Cette reconnaissance a permis à l’initiative de transcender le cadre scolaire et de devenir un exemple de la façon dont la créativité des jeunes peut apporter des solutions à des défis environnementaux complexes.

Économie circulaire et durabilité
Le PHA produit par le système est considéré comme beaucoup plus respectueux de l’environnement que les plastiques conventionnels. Contrairement à la styromousse, qui peut rester intacte pendant des siècles, le PHA se dégrade en périodes beaucoup plus courtes dans des conditions adéquates.
C’est pourquoi les spécialistes soulignent que ce type de matériaux pourrait jouer un rôle clé dans le développement de modèles d’économie circulaire, où les déchets sont transformés à nouveau en ressources utiles.
Obstacles et prochaines étapes
Bien que le projet ait démontré que la dégradation biologique du polystyrène est possible, il reste des défis :
- Évolutivité : actuellement, environ 14 millions de tonnes de styromousse sont produites par an dans le monde, tandis que les solutions biologiques sont encore à un stade expérimental.

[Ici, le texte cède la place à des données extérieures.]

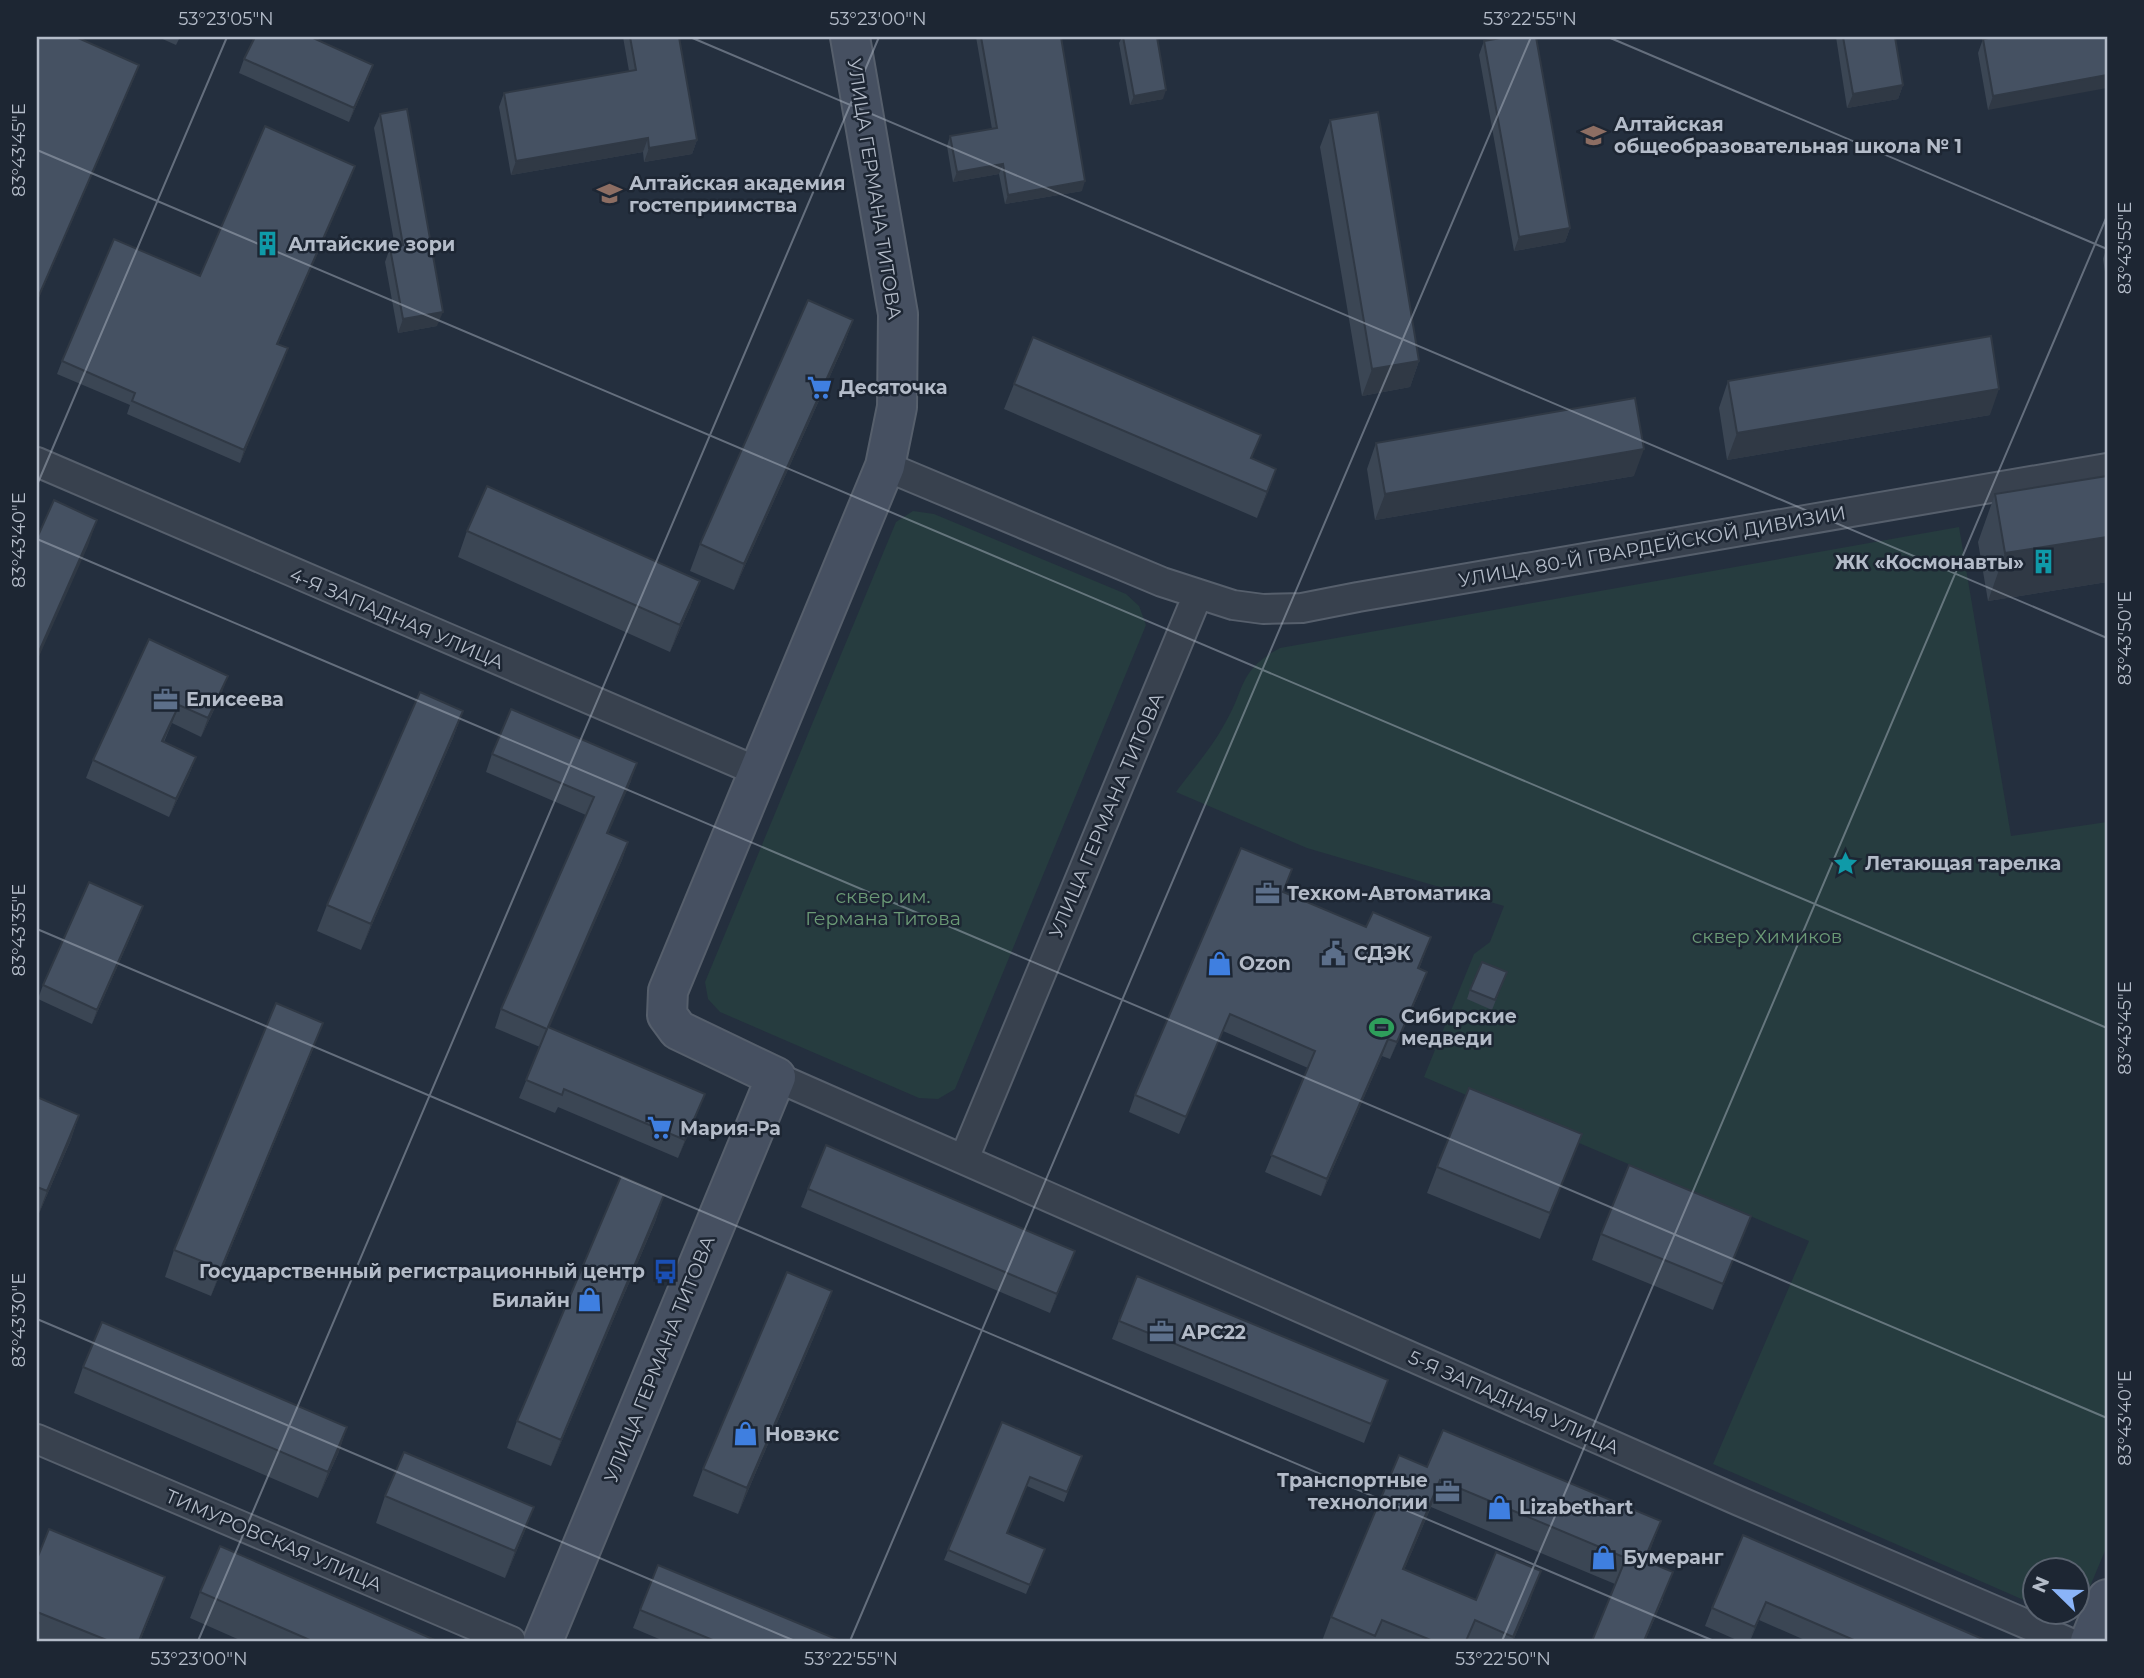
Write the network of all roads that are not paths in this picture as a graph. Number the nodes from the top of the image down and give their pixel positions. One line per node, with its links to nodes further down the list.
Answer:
1 (850, 37): 3 (street, УЛИЦА ГЕРМАНА ТИТОВА)
2 (37, 462): 6 (street, 4-Я ЗАПАДНАЯ УЛИЦА)
3 (885, 466): 5 (street); 6 (street, УЛИЦА ГЕРМАНА ТИТОВА)
4 (2107, 468): 5 (street, УЛИЦА 80-Й ГВАРДЕЙСКОЙ ДИВИЗИИ)
5 (1198, 594): 8 (street, УЛИЦА ГЕРМАНА ТИТОВА)
6 (759, 772): 7 (street, УЛИЦА ГЕРМАНА ТИТОВА)
7 (776, 1077): 8 (street, УЛИЦА ГЕРМАНА ТИТОВА); 12 (street, УЛИЦА ГЕРМАНА ТИТОВА)
8 (964, 1160): 13 (street, 5-Я ЗАПАДНАЯ УЛИЦА)
9 (37, 1439): 11 (street, ТИМУРОВСКАЯ УЛИЦА)
10 (2107, 1599): 14 (street)
11 (511, 1641)
12 (543, 1641)
13 (2066, 1641)
14 (2090, 1641)

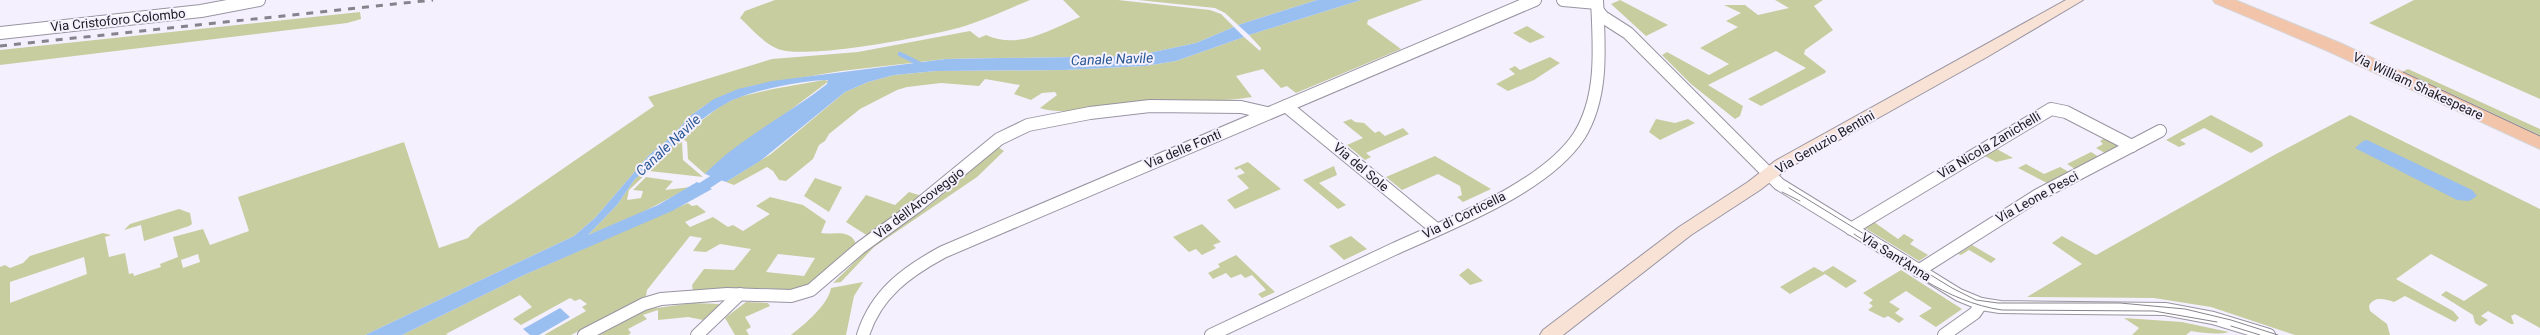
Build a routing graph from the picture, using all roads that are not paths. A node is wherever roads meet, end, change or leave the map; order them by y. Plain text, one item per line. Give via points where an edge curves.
1 (259, 0) edge
2 (1534, 0) edge
3 (1563, 0) edge
4 (2076, 0) edge
5 (2206, 0) edge
6 (2221, 0) edge
7 (1597, 5) edge
8 (2296, 31) junction
9 (0, 33) edge
10 (1286, 106) junction
11 (1267, 114) junction
12 (2160, 131) dead end
13 (2540, 143) edge
14 (2132, 146) junction
15 (1769, 174) junction
16 (1436, 229) junction
17 (1851, 229) junction
18 (1918, 270) junction
19 (740, 294) junction
20 (1981, 304) junction
21 (584, 335) edge
22 (697, 335) edge
23 (863, 335) edge
24 (1211, 335) edge
25 (1551, 335) edge
26 (1944, 335) edge
27 (2269, 335) edge

1 - 9 street, Via Cristoforo Colombo via 209,10
2 - 10 street, Via delle Fonti
3 - 7 street
4 - 15 street, Via Genuzio Bentini
5 - 8 main road, Via William Shakespeare
6 - 8 main road, Via William Shakespeare
7 - 15 street, Via Sant'Anna
7 - 16 street, Via di Corticella via 1599,63 1596,91 1588,117 1575,141 1559,159 1535,178
8 - 13 main road, Via William Shakespeare
10 - 11 street, Via delle Fonti
10 - 16 street, Via del Sole
11 - 19 street, Via dell'Arcoveggio via 1241,107 1150,106 1090,112 1028,125 999,139 916,207 860,248 811,290 791,296
11 - 23 street, Via delle Fonti via 924,262 882,294 869,316
12 - 14 street, Via Leone Pesci
14 - 17 street, Via Nicola Zanichelli via 2066,112 2051,109
14 - 18 street, Via Leone Pesci via 2038,195
15 - 17 street, Via Sant'Anna via 1784,187
15 - 25 street, Via Genuzio Bentini via 1685,231
16 - 24 street, Via di Corticella
17 - 18 street, Via Sant'Anna
18 - 20 street, Via Sant'Anna via 1959,295
19 - 21 street, Via dell'Arcoveggio via 689,296 652,301
19 - 22 street
20 - 26 street via 1975,313
20 - 27 street, Via Sant'Anna via 2165,309 2213,318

- Viabilité économique : démontrer que le système peut traiter de grands volumes de déchets de manière rentable.
- Infrastructure : besoin d’usines capables d’intégrer ce type de digesteurs à un niveau industriel.
Le Polystyrenator d’Emily Miner et de son équipe Nano Nerds est un exemple inspirant de la façon dont la science, la microbiologie et l’innovation technologique peuvent s’unir pour faire face à l’un des déchets les plus problématiques de la planète.
Bien qu’il reste du chemin à parcourir pour mettre en œuvre cette technologie à grande échelle, l’initiative démontre qu’une idée née dans un cadre scolaire peut ouvrir de nouvelles possibilités pour l’avenir du recyclage et de la durabilité.